*** Begin section ***

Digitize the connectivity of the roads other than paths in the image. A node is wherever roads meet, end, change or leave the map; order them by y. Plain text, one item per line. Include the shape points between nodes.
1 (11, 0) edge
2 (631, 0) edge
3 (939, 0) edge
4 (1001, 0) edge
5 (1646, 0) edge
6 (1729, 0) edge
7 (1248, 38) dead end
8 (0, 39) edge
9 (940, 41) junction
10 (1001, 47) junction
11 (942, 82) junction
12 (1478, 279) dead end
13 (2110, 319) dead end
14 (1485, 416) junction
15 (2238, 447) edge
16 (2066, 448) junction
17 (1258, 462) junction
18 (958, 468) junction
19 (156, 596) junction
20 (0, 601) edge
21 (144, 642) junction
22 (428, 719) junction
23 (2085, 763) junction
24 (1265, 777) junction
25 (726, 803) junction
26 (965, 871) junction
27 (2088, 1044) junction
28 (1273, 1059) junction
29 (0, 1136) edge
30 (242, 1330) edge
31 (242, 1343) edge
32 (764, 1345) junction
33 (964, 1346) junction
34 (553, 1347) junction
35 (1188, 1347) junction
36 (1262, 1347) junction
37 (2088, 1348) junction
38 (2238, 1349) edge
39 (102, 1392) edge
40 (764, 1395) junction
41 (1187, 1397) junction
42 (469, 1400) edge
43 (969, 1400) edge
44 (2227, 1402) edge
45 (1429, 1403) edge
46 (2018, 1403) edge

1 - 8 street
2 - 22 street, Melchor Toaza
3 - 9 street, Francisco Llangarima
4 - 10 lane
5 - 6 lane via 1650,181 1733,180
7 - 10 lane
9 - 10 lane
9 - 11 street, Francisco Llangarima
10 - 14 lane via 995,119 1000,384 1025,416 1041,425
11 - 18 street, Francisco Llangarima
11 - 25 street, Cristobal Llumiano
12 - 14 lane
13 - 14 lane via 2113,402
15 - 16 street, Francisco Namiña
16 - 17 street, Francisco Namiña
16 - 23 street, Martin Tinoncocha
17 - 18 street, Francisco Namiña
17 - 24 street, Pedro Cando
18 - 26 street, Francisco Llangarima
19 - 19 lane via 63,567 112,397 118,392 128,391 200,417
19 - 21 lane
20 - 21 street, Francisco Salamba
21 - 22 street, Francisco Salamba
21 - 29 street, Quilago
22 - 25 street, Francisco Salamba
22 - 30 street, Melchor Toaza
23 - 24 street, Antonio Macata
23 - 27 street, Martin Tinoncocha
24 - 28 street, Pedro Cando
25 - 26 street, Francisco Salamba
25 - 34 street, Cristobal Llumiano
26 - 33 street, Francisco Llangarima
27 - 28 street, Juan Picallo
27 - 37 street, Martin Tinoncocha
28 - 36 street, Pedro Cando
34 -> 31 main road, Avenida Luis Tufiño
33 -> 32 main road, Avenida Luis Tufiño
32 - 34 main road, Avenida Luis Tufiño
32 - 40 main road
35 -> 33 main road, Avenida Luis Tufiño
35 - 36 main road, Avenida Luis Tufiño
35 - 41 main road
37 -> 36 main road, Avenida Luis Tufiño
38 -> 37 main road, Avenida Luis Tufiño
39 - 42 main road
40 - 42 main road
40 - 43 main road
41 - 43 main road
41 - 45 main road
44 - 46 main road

*** End section ***
*** Begin section ***

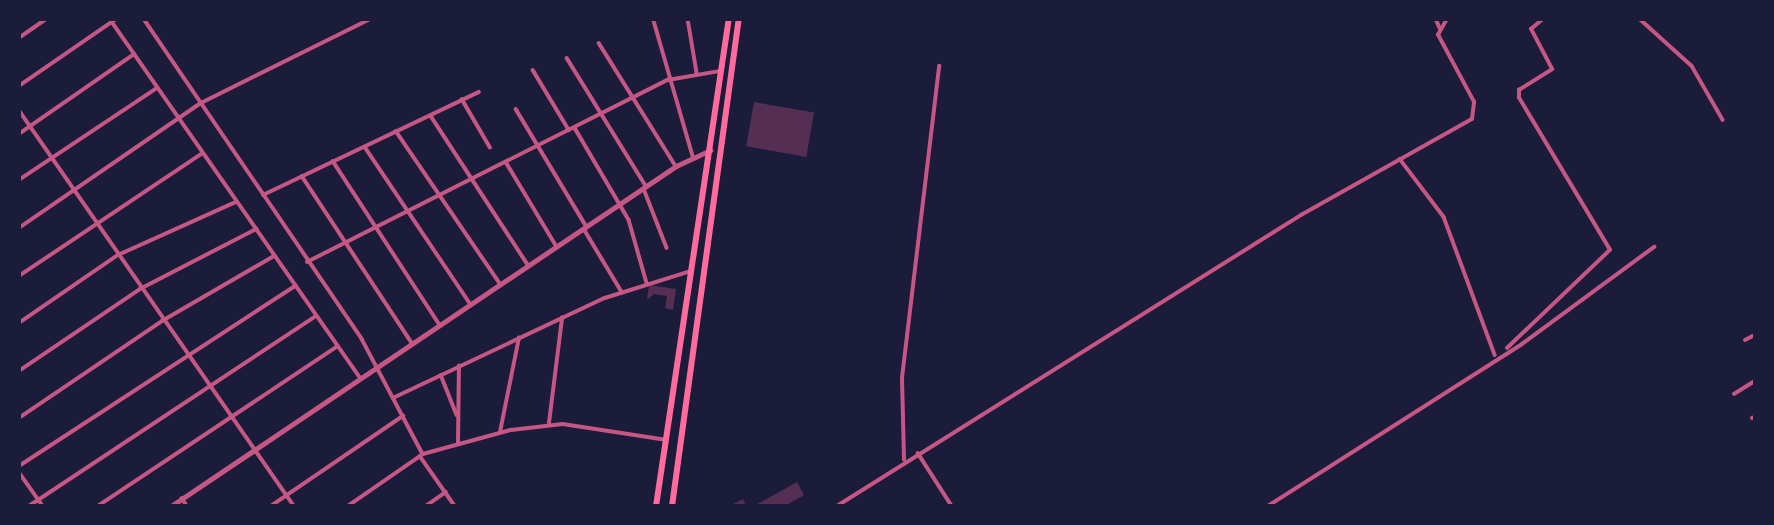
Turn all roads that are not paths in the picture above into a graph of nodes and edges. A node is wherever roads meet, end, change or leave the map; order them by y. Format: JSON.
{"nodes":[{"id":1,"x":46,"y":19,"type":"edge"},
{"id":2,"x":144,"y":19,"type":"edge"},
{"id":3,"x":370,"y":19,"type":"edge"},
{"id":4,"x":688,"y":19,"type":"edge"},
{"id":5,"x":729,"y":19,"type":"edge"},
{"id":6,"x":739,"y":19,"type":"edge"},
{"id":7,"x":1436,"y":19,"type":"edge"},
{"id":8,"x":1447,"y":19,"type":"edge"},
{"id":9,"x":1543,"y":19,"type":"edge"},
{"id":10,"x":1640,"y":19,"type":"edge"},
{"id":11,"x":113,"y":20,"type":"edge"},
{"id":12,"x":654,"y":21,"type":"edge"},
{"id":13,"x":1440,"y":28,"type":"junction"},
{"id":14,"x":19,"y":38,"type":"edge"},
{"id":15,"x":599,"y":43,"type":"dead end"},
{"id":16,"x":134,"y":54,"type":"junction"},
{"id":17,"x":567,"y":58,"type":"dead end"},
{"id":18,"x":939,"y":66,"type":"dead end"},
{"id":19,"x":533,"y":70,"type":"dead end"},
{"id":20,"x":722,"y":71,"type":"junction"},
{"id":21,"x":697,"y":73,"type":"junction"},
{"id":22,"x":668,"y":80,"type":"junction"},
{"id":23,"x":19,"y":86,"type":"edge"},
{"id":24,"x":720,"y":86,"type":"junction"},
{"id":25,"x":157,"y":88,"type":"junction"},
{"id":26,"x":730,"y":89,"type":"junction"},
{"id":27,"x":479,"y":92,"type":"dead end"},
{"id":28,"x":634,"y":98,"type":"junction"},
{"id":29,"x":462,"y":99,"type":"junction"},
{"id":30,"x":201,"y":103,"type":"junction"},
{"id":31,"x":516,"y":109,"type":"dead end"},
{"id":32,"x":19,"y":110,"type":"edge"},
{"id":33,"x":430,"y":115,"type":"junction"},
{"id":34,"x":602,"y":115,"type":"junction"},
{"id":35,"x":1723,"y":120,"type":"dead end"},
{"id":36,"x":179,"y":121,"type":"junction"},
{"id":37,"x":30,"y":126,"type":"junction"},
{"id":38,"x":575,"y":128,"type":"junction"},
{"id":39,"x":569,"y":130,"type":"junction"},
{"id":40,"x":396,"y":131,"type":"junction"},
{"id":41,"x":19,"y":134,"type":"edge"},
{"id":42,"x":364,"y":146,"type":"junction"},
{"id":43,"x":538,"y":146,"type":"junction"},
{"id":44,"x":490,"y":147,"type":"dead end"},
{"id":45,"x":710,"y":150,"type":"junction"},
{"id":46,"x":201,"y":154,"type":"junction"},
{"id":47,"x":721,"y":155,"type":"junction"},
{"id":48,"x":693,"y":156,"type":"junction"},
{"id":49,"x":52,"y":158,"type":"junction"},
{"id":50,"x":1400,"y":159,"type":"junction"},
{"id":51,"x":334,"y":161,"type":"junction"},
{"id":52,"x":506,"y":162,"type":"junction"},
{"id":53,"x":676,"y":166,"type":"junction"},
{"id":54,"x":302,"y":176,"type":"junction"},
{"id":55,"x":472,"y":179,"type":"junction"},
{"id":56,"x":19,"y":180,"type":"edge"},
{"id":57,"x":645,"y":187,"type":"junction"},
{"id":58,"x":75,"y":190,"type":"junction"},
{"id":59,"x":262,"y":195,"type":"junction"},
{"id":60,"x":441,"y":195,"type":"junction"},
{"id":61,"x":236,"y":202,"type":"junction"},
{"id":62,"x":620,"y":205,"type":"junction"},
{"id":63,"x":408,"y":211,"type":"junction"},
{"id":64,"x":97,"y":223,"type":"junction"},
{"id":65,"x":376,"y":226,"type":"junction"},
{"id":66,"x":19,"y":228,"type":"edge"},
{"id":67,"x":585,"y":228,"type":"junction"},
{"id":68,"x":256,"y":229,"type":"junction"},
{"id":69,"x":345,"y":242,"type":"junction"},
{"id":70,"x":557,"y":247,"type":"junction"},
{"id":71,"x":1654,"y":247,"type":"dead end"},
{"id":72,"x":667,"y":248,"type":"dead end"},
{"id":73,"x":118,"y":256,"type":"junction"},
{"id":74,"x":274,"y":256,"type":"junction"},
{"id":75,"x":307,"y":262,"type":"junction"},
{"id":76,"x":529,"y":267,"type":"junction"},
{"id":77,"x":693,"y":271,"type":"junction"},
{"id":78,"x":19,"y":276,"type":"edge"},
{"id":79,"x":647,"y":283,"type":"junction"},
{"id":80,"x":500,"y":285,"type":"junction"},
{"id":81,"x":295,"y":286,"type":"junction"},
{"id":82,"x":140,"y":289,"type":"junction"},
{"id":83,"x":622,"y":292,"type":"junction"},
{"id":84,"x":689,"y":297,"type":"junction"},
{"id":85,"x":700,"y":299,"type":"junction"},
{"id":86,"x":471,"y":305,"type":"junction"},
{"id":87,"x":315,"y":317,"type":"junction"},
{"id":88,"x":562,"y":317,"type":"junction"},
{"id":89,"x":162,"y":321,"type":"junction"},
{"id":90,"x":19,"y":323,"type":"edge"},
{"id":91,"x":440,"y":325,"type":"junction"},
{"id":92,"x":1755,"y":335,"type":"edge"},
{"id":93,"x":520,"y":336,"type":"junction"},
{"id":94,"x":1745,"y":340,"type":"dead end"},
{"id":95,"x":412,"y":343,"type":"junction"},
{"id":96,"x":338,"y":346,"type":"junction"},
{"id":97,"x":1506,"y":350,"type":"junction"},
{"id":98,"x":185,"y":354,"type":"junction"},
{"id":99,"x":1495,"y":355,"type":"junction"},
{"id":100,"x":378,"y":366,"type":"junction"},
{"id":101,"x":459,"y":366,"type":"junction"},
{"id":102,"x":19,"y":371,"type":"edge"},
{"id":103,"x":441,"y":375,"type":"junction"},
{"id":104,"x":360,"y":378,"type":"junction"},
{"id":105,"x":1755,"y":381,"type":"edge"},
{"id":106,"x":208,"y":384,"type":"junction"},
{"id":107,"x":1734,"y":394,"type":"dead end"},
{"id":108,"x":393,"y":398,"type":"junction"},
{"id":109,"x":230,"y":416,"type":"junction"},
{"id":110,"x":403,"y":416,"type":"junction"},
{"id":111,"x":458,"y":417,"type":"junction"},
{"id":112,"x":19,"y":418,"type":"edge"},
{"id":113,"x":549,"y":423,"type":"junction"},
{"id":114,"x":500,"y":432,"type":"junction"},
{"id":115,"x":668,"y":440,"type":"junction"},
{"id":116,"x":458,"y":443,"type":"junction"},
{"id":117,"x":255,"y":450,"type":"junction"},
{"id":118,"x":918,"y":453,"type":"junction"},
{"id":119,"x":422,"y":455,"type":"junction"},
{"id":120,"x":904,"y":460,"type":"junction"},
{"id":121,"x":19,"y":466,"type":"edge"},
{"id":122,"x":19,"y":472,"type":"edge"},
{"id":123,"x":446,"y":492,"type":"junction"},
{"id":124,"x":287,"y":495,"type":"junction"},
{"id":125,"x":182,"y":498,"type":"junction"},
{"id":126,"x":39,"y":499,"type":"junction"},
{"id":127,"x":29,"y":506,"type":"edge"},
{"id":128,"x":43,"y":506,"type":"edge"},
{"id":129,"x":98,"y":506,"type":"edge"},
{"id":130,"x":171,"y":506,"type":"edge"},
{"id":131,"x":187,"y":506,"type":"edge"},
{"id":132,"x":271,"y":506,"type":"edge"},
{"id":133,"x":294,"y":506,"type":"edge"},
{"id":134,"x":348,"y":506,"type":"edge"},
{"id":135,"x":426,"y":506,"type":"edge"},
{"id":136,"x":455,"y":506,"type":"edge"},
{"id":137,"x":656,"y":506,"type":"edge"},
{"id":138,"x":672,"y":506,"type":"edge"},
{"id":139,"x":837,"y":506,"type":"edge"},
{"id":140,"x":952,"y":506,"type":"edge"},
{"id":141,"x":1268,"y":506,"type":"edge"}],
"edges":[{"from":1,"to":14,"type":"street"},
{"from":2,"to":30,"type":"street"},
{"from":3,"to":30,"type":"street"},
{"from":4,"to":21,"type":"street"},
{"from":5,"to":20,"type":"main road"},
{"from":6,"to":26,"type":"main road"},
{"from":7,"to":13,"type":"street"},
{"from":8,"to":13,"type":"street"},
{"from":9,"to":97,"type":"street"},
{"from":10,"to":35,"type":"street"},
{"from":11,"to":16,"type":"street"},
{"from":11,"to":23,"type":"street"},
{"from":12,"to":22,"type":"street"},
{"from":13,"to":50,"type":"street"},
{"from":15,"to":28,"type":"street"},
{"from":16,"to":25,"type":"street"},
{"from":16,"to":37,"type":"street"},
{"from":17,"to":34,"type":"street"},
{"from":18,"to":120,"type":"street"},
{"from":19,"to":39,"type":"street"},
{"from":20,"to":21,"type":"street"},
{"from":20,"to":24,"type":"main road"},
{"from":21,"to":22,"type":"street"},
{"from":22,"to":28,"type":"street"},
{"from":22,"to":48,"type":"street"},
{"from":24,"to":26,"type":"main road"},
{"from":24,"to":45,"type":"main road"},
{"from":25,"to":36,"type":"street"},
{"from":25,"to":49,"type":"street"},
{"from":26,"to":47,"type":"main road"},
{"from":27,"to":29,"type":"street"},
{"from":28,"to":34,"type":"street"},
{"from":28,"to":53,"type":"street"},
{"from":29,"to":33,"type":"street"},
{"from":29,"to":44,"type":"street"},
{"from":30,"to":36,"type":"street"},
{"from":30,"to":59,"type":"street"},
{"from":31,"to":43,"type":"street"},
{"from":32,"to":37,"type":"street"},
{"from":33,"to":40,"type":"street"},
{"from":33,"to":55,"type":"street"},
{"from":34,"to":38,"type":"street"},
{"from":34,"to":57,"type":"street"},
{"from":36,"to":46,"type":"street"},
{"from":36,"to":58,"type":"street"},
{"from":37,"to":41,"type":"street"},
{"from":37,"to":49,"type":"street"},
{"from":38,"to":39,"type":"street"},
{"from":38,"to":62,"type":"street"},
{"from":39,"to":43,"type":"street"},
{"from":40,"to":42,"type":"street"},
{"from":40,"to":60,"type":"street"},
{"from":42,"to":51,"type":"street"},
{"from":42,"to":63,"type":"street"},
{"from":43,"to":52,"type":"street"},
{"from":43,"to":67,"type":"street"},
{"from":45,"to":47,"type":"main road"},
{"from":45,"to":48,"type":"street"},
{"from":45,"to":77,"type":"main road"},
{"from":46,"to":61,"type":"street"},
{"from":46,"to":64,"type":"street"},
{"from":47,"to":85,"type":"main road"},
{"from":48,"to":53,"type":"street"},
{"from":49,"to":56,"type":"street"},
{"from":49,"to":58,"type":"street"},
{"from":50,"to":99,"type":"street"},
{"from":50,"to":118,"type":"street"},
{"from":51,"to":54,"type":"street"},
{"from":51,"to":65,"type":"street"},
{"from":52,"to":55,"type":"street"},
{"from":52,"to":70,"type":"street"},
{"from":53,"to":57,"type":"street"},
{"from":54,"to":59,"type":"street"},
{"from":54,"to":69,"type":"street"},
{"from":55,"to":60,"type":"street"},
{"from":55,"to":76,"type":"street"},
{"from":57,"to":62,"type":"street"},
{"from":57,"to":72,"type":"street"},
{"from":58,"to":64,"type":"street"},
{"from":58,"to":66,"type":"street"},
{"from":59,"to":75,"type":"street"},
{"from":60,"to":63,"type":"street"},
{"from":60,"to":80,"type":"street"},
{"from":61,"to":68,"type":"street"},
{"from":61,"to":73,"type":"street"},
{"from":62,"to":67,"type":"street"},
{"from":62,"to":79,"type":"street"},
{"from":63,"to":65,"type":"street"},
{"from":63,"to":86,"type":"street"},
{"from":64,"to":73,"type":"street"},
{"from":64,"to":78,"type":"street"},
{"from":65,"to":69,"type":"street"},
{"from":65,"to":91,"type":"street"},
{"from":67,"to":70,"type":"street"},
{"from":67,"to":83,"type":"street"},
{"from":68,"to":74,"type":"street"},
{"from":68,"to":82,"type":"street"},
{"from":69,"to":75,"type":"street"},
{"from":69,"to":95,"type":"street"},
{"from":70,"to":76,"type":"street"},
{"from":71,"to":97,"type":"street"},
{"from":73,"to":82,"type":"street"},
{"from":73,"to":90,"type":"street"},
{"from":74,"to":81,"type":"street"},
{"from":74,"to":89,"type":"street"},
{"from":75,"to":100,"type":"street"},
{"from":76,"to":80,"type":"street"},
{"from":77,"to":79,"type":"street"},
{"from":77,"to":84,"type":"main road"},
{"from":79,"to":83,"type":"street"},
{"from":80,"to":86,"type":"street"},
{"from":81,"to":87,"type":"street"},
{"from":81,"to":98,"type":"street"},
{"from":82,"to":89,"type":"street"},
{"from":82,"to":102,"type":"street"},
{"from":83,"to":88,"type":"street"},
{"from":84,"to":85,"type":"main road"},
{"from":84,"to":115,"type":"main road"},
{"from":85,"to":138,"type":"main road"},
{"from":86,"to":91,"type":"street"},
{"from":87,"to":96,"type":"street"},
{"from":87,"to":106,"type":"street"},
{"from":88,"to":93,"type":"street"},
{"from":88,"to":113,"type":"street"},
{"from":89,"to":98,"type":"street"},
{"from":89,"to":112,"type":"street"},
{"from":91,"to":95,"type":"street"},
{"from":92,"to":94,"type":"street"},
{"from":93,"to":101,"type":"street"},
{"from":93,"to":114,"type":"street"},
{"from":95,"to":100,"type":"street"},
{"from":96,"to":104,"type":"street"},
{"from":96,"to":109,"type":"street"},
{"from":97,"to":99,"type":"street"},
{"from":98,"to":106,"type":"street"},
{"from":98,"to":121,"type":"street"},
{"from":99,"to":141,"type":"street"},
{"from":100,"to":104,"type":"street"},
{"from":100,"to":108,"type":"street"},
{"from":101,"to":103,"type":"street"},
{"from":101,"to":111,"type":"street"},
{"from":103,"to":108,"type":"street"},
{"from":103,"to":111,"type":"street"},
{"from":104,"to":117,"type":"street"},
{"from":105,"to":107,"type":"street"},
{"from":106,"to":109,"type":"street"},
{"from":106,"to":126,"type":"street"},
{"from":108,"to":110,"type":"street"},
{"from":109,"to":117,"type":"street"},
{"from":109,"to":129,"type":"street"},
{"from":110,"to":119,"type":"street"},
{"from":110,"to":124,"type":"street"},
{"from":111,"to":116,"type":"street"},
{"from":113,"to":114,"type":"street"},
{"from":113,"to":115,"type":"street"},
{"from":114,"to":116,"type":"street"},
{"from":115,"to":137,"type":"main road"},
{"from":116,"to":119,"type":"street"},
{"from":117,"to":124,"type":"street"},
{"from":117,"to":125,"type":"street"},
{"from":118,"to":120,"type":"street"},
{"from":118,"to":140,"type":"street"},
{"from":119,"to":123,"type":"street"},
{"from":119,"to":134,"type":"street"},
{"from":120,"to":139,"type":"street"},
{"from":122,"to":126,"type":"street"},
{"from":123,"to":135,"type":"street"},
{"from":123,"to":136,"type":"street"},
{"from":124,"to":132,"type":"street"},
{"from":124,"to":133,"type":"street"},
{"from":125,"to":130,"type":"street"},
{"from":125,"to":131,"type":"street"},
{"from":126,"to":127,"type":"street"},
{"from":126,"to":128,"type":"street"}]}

*** End section ***
*** Begin section ***

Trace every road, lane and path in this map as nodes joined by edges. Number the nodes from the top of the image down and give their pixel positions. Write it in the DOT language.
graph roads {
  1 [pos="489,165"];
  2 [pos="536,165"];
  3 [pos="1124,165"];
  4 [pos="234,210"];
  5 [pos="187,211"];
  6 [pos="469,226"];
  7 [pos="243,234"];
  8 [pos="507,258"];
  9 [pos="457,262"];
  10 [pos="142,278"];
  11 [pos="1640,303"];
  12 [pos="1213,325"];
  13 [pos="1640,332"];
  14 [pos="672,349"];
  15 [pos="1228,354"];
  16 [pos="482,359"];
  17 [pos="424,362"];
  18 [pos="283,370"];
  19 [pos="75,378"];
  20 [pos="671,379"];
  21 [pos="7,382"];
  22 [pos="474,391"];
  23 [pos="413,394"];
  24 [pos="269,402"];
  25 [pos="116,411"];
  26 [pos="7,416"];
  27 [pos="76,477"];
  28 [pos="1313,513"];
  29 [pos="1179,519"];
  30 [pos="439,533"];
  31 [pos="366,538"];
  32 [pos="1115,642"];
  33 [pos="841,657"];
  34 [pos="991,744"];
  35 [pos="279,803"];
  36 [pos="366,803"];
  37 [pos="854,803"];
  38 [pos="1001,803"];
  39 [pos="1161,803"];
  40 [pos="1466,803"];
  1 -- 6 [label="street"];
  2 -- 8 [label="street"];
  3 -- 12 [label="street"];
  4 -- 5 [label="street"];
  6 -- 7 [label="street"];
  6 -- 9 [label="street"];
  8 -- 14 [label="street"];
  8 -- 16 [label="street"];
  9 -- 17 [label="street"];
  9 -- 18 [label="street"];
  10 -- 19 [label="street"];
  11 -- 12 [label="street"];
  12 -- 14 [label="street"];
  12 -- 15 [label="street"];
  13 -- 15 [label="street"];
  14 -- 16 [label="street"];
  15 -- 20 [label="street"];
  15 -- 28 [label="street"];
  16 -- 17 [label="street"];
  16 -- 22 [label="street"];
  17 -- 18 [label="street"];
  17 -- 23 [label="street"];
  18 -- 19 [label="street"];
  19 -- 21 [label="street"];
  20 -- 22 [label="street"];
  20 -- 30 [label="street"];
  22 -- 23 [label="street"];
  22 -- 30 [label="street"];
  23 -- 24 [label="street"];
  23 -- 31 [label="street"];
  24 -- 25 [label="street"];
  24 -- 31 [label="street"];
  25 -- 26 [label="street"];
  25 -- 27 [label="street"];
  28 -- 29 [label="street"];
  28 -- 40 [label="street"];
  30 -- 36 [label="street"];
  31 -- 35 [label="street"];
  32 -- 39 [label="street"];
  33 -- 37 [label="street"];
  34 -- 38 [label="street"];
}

*** End section ***

What lines of the data include the word "wherever"? Copy each of them.

_WRITTEN ANSWER_:
Digitize the connectivity of the roads other than paths in the image. A node is wherever roads meet, end, change or leave the map; order them by y. Plain text, one item per line. Include the shape points between nodes.
Turn all roads that are not paths in the picture above into a graph of nodes and edges. A node is wherever roads meet, end, change or leave the map; order them by y. Format: JSON.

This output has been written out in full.